In its current form, House Bill 58 would delete “statement of policy” from the definition of an agency rule, a move that some groups fear could create a loophole that would allow new policies affecting the public to be enacted without public hearings or public comment.
Peter St. Cyr, executive director of the New Mexico Foundation for Open Government, said the group believes the public should be able to weigh in on any such changes.
And Sovereign Hager, an attorney with the New Mexico Center on Law and Poverty, said the shift in wording could lead to less transparency.
“We think that’s a pretty serious change that diminishes transparency requirements,” she said. “It basically allows the state agency to decide whether something needs to be a rule or not.”
Although state agencies must abide by state law, they often use the rule-making process to implement laws and enact other policy changes.
Examples of recent proposed agency rules include a work requirement for food stamp recipients and a list of allowable proof-of-residence documents for a driver’s license.
Rep.

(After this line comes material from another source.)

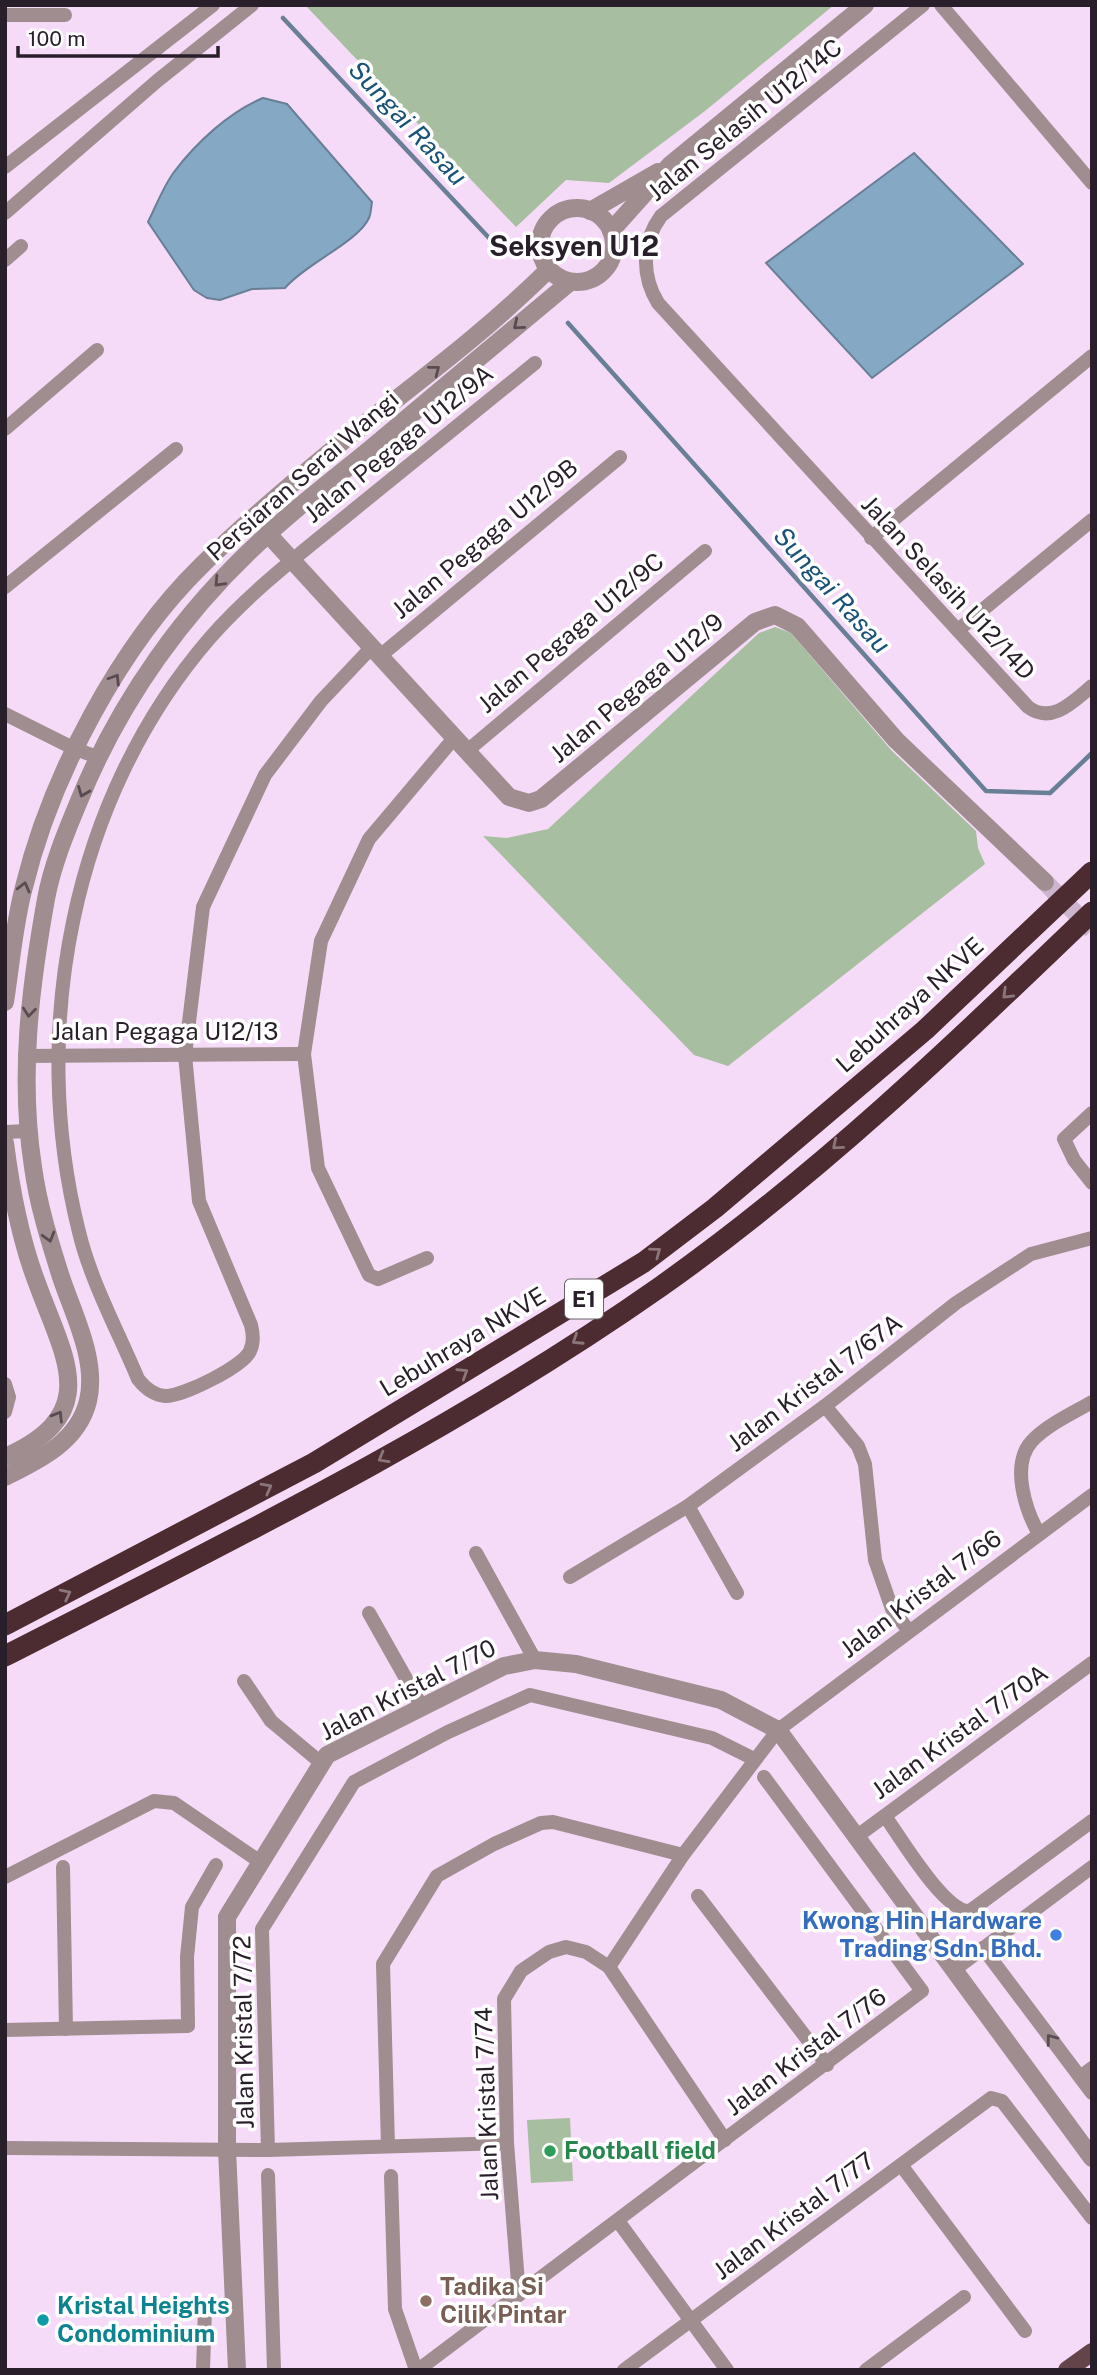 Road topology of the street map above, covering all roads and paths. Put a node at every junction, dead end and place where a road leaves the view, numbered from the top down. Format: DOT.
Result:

Linda Trujillo, D-Santa Fe, a co-sponsor of the bill, said Thursday that she’s working with the concerned groups and plans to propose an amendment next week that would address their concerns.
She said that the bill is intended to be “open-government” legislation and that the wording in question is aimed at agency policies for employees, which could include dress codes or parking guidelines.
“These internal policies are not what rules are intended to be for,” Trujillo said.